[Records from a dataset]

•••

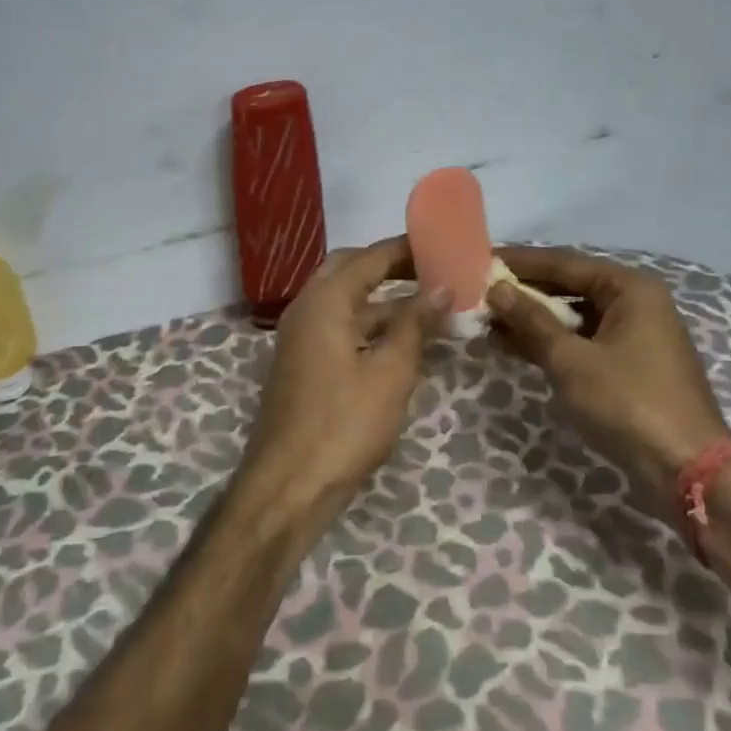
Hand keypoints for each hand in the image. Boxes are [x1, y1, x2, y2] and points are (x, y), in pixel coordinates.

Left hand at [234, 237, 443, 531]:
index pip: (369, 257)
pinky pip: (340, 329)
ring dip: (384, 301)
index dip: (406, 249)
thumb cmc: (344, 424)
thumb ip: (415, 324)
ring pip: (346, 303)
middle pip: (350, 271)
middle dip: (390, 268)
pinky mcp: (304, 364)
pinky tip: (404, 342)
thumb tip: (441, 287)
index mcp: (324, 301)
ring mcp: (301, 338)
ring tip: (431, 306)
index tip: (442, 244)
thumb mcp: (390, 372)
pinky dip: (371, 327)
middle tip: (432, 271)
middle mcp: (307, 309)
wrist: (288, 485)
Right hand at [488, 246, 730, 490]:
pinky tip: (514, 347)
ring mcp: (635, 336)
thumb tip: (496, 289)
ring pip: (574, 317)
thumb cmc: (626, 402)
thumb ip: (531, 320)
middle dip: (524, 293)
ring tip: (488, 322)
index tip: (482, 260)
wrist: (686, 470)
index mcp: (629, 288)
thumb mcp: (570, 359)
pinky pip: (583, 341)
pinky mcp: (630, 366)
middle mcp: (636, 303)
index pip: (563, 263)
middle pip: (570, 287)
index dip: (520, 262)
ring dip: (533, 320)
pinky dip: (551, 343)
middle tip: (480, 293)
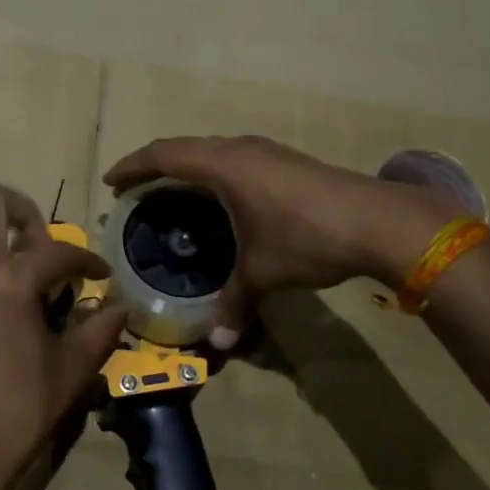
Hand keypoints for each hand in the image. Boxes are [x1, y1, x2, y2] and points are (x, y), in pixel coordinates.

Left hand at [0, 179, 127, 489]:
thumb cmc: (18, 409)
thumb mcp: (72, 370)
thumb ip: (99, 329)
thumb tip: (119, 307)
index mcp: (11, 281)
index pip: (57, 250)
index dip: (87, 260)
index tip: (99, 274)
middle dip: (21, 209)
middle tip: (39, 243)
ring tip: (4, 252)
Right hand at [104, 136, 456, 346]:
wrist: (379, 221)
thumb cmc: (307, 236)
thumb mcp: (263, 271)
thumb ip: (234, 302)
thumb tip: (217, 342)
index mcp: (223, 165)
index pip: (163, 155)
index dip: (133, 166)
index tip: (111, 182)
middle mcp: (240, 149)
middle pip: (184, 148)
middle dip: (155, 167)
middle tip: (136, 193)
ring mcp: (266, 152)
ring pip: (212, 151)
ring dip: (187, 168)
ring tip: (173, 196)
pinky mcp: (286, 162)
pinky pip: (234, 159)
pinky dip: (213, 174)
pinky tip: (222, 202)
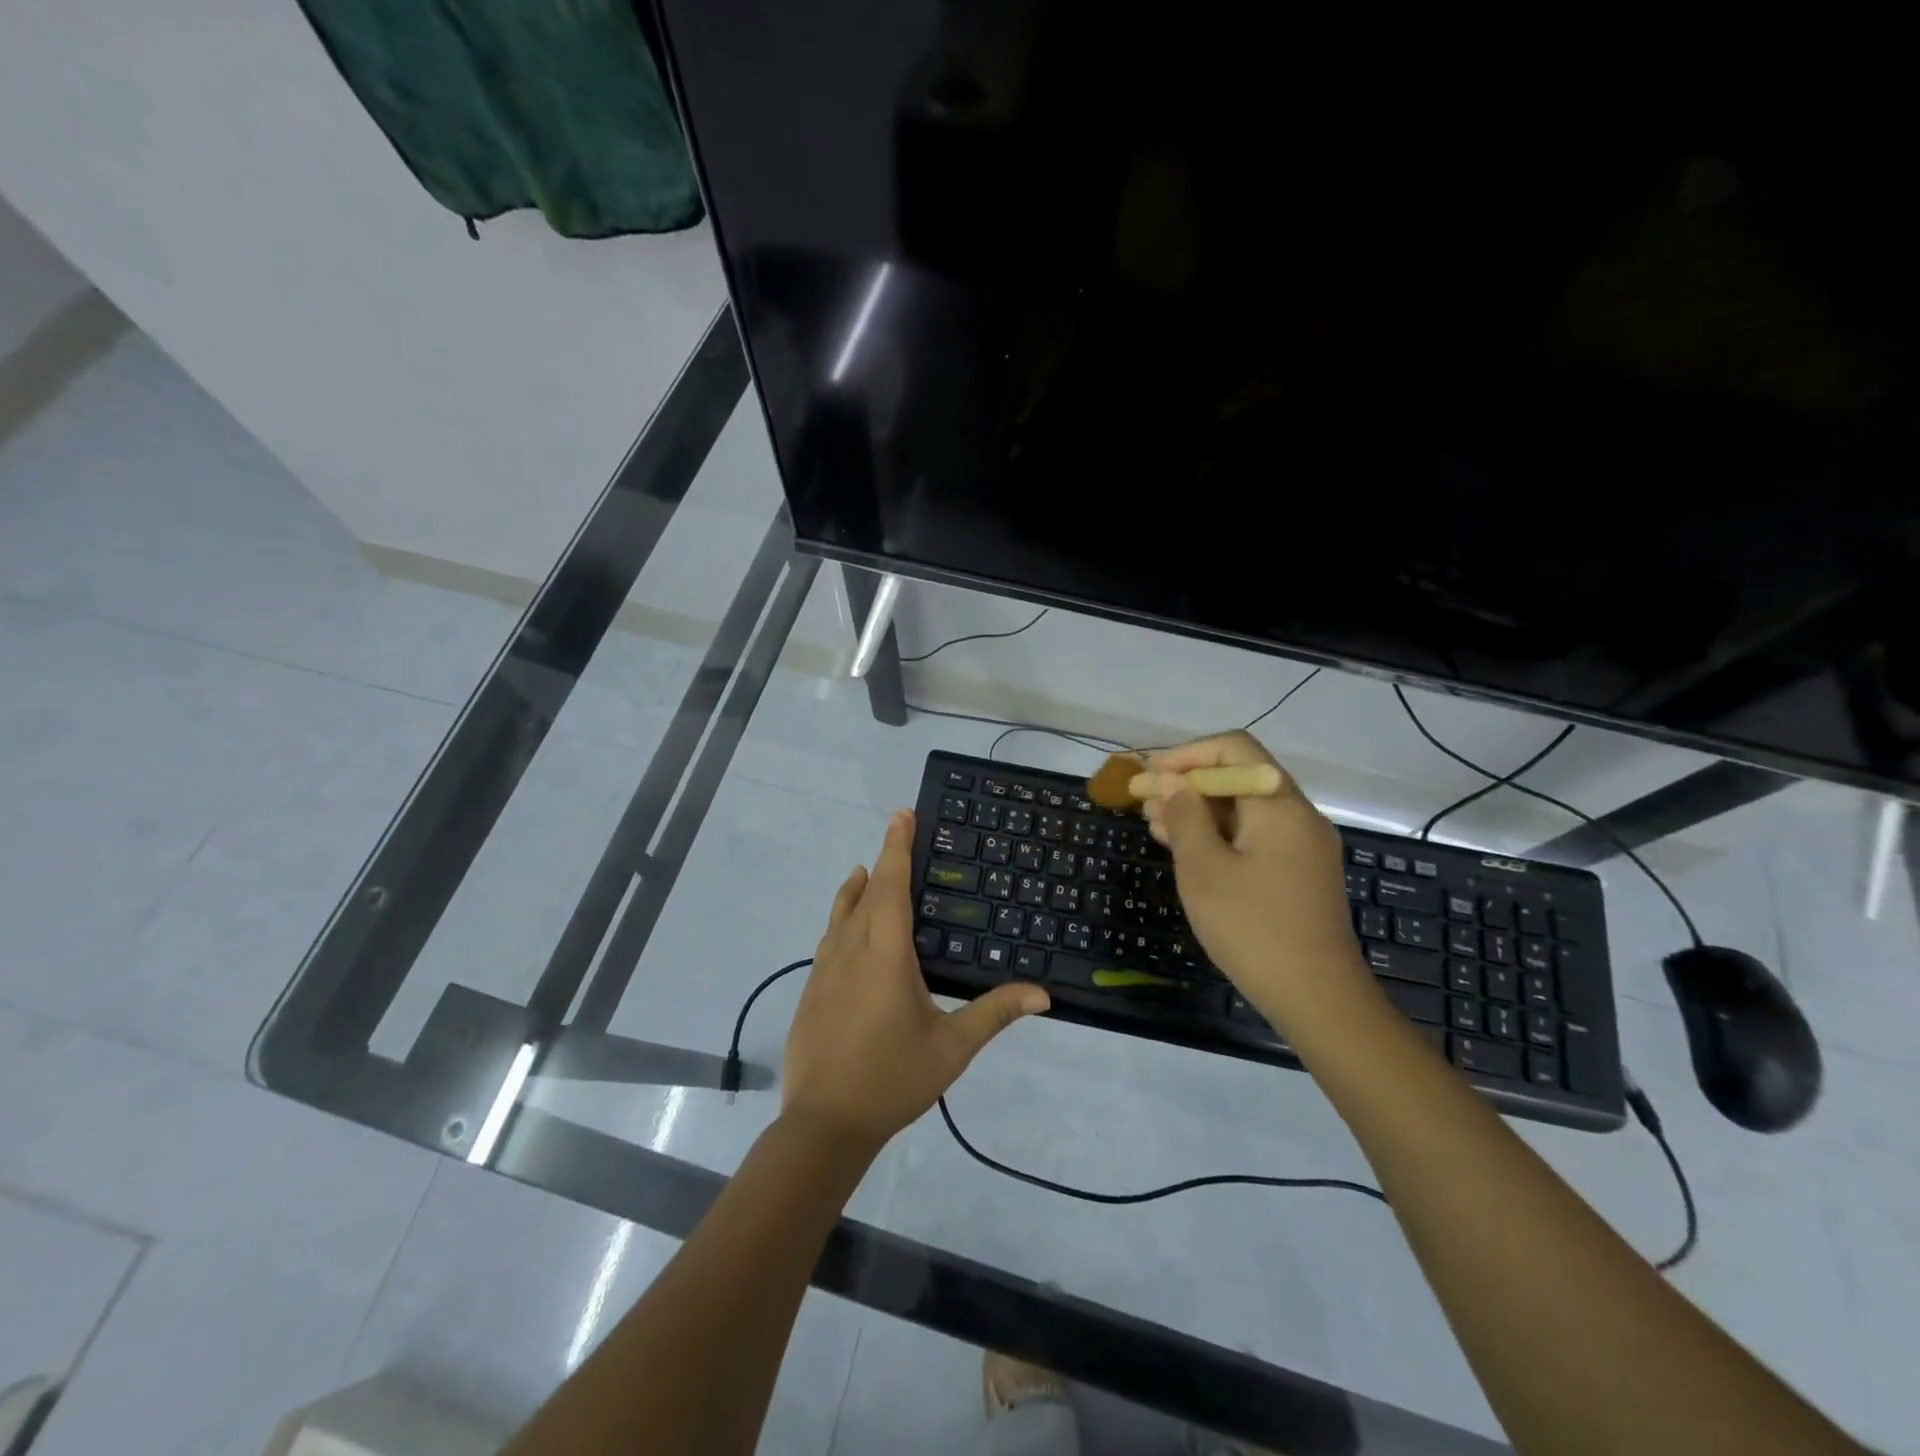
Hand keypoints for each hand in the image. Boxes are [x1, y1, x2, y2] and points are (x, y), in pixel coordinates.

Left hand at [783, 810, 1050, 1151]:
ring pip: (841, 913)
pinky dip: (844, 916)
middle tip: (900, 831)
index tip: (903, 814)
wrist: (823, 1123)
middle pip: (866, 891)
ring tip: (869, 870)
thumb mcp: (951, 1047)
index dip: (897, 847)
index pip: (891, 886)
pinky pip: (830, 937)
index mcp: (885, 955)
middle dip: (884, 858)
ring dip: (858, 887)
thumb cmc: (892, 1079)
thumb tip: (1043, 994)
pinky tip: (852, 928)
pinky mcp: (811, 988)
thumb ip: (995, 1013)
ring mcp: (824, 968)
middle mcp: (850, 950)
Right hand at [1141, 731, 1369, 1024]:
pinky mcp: (1299, 873)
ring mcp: (1302, 846)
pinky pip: (1254, 836)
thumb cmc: (1253, 928)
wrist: (1317, 998)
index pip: (1234, 749)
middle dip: (1188, 783)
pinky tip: (1186, 850)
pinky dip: (1219, 835)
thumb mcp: (1204, 869)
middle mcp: (1298, 816)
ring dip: (1200, 810)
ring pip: (1245, 809)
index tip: (1148, 776)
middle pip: (1240, 776)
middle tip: (1144, 802)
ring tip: (1155, 825)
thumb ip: (1185, 817)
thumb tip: (1171, 782)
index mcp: (1279, 805)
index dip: (1186, 755)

•••

What to work on: Produce an exact copy of every line above, with the images left out.

Solution to the problem:
Hand keypoints for each hand in the image. Boxes are [x1, y1, x2, y2] and points are (x, y), in pixel coordinates.

Left hand at [234, 237, 443, 531]:
index pip: (369, 257)
pinky pip: (340, 329)
ring dip: (384, 301)
index dip: (406, 249)
thumb cmc: (344, 424)
thumb ip: (415, 324)
ring pip: (346, 303)
middle pip: (350, 271)
middle dip: (390, 268)
pinky mcp: (304, 364)
pinky tip: (404, 342)
thumb tip: (441, 287)
index mcp: (324, 301)
ring mcp: (301, 338)
ring tip: (431, 306)
index tip: (442, 244)
thumb mcp: (390, 372)
pinky dip: (371, 327)
middle tip: (432, 271)
middle mcp: (307, 309)
wrist: (288, 485)
Right hand at [488, 246, 730, 490]:
pinky tip: (514, 347)
ring mcp: (635, 336)
thumb tip: (496, 289)
ring pip: (574, 317)
thumb cmc: (626, 402)
thumb ip: (531, 320)
middle dip: (524, 293)
ring tip: (488, 322)
index tip: (482, 260)
wrist: (686, 470)
index mcp: (629, 288)
thumb mcp: (570, 359)
pinky pip: (583, 341)
pinky mcp: (630, 366)
middle mcp: (636, 303)
index pip: (563, 263)
middle pip: (570, 287)
index dip: (520, 262)
ring dip: (533, 320)
pinky dip: (551, 343)
middle tip: (480, 293)
Hand keypoints for each hand in the image. Boxes are [x1, y1, x2, y2] and points are (x, y), in pixel coordinates.

Left hand at [0, 179, 127, 489]:
thumb cmc: (18, 409)
thumb mcp: (72, 370)
thumb ip: (99, 329)
thumb tip: (119, 307)
index mcp: (11, 281)
index pip: (57, 250)
index dip: (87, 260)
index tip: (99, 274)
middle dip: (21, 209)
middle tip: (39, 243)
ring tip: (4, 252)
Right hand at [104, 136, 456, 346]:
wrist: (379, 221)
thumb cmc: (307, 236)
thumb mcp: (263, 271)
thumb ip: (234, 302)
thumb tip: (217, 342)
index mcp: (223, 165)
index pip: (163, 155)
index dip: (133, 166)
index tip: (111, 182)
middle mcp: (240, 149)
middle pip: (184, 148)
middle dip: (155, 167)
middle tip: (136, 193)
ring mcp: (266, 152)
ring pip: (212, 151)
ring dip: (187, 168)
ring tip: (173, 196)
pinky mcp: (286, 162)
pinky pip: (234, 159)
pinky dip: (213, 174)
pinky tip: (222, 202)
Hand keypoints for each hand in the image. Boxes are [x1, y1, x2, y2] and points are (x, y), in pixel coordinates.

Left hand at [783, 810, 1050, 1151]:
ring pip: (841, 913)
pinky dip: (844, 916)
middle tip: (900, 831)
index tip: (903, 814)
wrist: (823, 1123)
middle pip: (866, 891)
ring tip: (869, 870)
thumb mcp: (951, 1047)
index dip: (897, 847)
index pip: (891, 886)
pinky pip: (830, 937)
index mcp: (885, 955)
middle dip: (884, 858)
ring dip: (858, 887)
thumb cmc: (892, 1079)
thumb tip: (1043, 994)
pinky tip: (852, 928)
pinky mcp: (811, 988)
thumb ip: (995, 1013)
ring mcp: (824, 968)
middle mcp: (850, 950)
Right hand at [1141, 731, 1369, 1024]:
pinky mcp: (1299, 873)
ring mcp: (1302, 846)
pinky pip: (1254, 836)
thumb cmc: (1253, 928)
wrist: (1317, 998)
index pip: (1234, 749)
middle dip: (1188, 783)
pinky tip: (1186, 850)
pinky dip: (1219, 835)
thumb mcp: (1204, 869)
middle mcp: (1298, 816)
ring dip: (1200, 810)
ring pip: (1245, 809)
index tip: (1148, 776)
middle pip: (1240, 776)
middle tip: (1144, 802)
ring tip: (1155, 825)
thumb ip: (1185, 817)
thumb tip: (1171, 782)
index mcp: (1279, 805)
index dip: (1186, 755)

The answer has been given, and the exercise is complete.